Court Opinion

ID: 9787225
Source: CourtListenerOpinion
Date Created: 2023-08-31 00:12:59.269854+00
Date Added: 2024-06-11T07:36:53.678725
License: Public Domain

CHAPEL, J.,
Dissenting.
¶ 1 I agree with the majority that Panelist A should have been excused for cause after refusing to answer questions on the issue of mental illness. I cannot agree that this error requires no relief. In a capital case, one juror can mean the difference between life and death. Because Panelist A was not excused for cause, Grant had to use a peremptory challenge he would have used against another juror. In consequence, Grant was unfairly denied a peremptory challenge. According to our ease law, the case must be reversed.
¶ 2 In Golden v. State, this Court held that a peremptory challenge is a structural component of the trial; denial of a preemptory challenge is not subject to harmless error analysis, prejudice is presumed, and the error warrants reversal.1 In concluding in Grant’s case that no relief is required, the Court not only disregards, but violates this precedent. The majority concludes that Grant has not shown that the jury which heard his case was less than fair and impartial. There is no legitimate basis for this conclusion in this case. The majority relies on Ross v. Oklahoma.2 In Ross, a defendant used a peremptory challenge on a panelist who should have been excused for cause, but neither asked for extra peremptory challenges nor named any sitting juror he would have excused. A narrow majority of the United States Supreme Court held that, under these circumstances, appellate review focuses on whether the jury which heard the case was fair and impartial. The Ross opinion emphasizes that Ross does not claim any sitting juror was or could have been unfair or partial.3 This test in Ross simply does not apply to cases such as Grant’s. As the majority acknowledges, Oklahoma requires a defendant to preserve a claim that a juror *26should have been excused for cause by naming, at trial, an unacceptable sitting juror he would have excused with another peremptory challenge.4 As this was not an issue in Ross, the Supreme Court never discussed in any way the appropriate standard of review where a defendant named a sitting juror he would have excused, and thus alleged that his jury was not fair and impartial.
¶ 3 I note that in reaching its conclusion the majority independently, and improperly, reviews the record concerning the juror on whom Grant would have used the lost peremptory, determining that Grant has not shown she was less than fair or impartial. This procedure misstates our law preserving denial of a peremptory challenge for review.5 Worse, it puts a burden of proof on Grant which is inappropriate for a claim in which no showing of prejudice is required.
¶ 4 Grant preserved this issue for review. After examining the record, the Court found that Panelist A should have been excused for cause. Grant claims he was denied a peremptory challenge. The Court agrees. Under Golden, this finding requires reversal. Given our holding in Golden, the majority’s conclusion that his sitting jury was fair and impartial is simply irrelevant.
¶ 5 I also disagree with the majority’s analysis of Proposition XI. The language of the uniform instruction defining mitigating evidence has been amended since Grant’s trial. The majority states that, in Harris v. State,6 we rejected the argument that the instruction and the prosecutor’s argument were misleading and unfairly limited the jury’s consideration of mitigating evidence. On the contrary, Harris found that the instruction, combined with a strikingly similar argument from the prosecutor, encouraged jurors to disregard evidence which was clearly appropriate in mitigation and unfairly limited jurors’ consideration of mitigating evidence. This prompted the Court to request a clarifying amendment to the instruction. While the previous language is not in itself erroneous, and this error standing alone would not require relief, I must say that, following Harris, the combination of the instruction and argument here were error.

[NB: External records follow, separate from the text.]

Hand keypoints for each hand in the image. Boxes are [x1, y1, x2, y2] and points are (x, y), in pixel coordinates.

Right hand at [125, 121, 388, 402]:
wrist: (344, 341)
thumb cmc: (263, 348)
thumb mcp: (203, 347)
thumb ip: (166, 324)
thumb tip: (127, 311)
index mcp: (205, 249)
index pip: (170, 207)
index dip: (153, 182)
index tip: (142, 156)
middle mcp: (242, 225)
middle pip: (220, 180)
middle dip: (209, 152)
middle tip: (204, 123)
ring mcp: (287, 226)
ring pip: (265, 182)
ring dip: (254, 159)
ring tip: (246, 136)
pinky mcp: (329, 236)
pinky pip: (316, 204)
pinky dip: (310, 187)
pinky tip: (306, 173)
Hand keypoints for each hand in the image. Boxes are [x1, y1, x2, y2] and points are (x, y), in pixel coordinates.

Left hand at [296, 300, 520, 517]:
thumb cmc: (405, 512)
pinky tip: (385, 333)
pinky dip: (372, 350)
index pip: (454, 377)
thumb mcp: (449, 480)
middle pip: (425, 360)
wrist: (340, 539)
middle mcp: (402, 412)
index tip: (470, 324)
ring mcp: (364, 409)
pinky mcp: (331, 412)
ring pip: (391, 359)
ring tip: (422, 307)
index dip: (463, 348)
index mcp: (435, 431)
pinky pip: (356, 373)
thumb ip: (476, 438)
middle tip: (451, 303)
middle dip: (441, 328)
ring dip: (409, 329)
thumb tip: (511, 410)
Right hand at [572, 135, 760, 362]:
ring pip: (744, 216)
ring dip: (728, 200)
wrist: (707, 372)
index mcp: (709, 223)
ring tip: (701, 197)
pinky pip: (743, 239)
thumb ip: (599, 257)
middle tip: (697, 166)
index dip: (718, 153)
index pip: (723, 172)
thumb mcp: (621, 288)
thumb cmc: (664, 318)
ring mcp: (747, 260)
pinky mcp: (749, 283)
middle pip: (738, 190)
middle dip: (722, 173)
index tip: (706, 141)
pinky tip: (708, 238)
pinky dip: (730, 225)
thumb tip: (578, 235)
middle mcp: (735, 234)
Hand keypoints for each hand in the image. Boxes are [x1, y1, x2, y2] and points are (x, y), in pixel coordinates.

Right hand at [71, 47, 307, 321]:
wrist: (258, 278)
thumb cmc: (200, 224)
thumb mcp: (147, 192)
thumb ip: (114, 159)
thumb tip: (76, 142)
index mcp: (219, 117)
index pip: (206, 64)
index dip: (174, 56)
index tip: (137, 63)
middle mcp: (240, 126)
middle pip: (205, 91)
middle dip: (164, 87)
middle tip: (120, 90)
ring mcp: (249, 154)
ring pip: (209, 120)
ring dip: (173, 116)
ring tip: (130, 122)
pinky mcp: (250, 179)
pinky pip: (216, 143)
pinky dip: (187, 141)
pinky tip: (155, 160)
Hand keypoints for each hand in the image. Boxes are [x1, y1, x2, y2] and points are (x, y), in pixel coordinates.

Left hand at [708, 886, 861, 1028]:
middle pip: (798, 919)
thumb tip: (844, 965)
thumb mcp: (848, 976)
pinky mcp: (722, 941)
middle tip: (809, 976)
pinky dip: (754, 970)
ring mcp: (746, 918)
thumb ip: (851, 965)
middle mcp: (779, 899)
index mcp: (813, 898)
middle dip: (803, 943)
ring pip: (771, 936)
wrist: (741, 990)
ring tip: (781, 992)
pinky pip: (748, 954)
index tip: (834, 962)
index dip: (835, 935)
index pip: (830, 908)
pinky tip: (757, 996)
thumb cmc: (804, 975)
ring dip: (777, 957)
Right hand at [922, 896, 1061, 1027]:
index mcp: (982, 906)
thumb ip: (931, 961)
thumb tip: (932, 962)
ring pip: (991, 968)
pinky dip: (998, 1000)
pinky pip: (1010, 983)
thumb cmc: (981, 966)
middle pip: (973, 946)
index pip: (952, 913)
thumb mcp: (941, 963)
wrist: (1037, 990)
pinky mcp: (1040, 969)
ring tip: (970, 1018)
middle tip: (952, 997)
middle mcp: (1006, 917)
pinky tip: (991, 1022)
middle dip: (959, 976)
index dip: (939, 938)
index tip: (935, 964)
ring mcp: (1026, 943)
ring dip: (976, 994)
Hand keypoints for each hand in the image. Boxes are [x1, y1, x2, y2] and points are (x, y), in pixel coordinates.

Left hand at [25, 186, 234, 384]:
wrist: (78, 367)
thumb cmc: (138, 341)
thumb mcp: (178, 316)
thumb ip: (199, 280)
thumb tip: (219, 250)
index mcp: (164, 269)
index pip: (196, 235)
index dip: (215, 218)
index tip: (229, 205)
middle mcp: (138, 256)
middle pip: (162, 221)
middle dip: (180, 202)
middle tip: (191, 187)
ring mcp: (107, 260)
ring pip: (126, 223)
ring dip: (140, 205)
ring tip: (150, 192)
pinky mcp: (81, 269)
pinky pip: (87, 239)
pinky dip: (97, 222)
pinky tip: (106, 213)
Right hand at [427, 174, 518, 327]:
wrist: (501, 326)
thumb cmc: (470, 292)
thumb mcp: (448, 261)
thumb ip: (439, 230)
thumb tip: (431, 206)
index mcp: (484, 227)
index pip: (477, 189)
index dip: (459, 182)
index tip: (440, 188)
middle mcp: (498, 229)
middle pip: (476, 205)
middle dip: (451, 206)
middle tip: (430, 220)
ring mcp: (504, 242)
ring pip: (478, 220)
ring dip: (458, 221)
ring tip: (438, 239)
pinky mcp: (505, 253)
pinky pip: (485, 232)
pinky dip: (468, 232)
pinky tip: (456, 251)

. 487 U.S. 81, 108 S.Ct. 2273, 101 L.Ed.2d 80 (1988).

. 487 U.S. at 86, 108 S.Ct. at 2277.

. See, e.g., Browning v. State, 2006 OK CR 8, 134 P.3d 816, 830; Warner v. State, 2001 OK CR 11, 29 P.3d 569, 574.

. I state above the procedure for preserving this issue for review. Where this purely procedural requirement is followed, as it was here, the issue is preserved. Further substantive analysis of the "unacceptable” juror by this Court is both unnecessary and inappropriate. See Jones v. State, 2009 OK CR 1, 201 P.3d 869 (Chapel, J., dissenting).

.2007 OK CR 28, 164 P.3d 1103, 1114, cert. denied, - U.S. -, 128 S.Ct. 1717, 170 L.Ed.2d 524 (2008).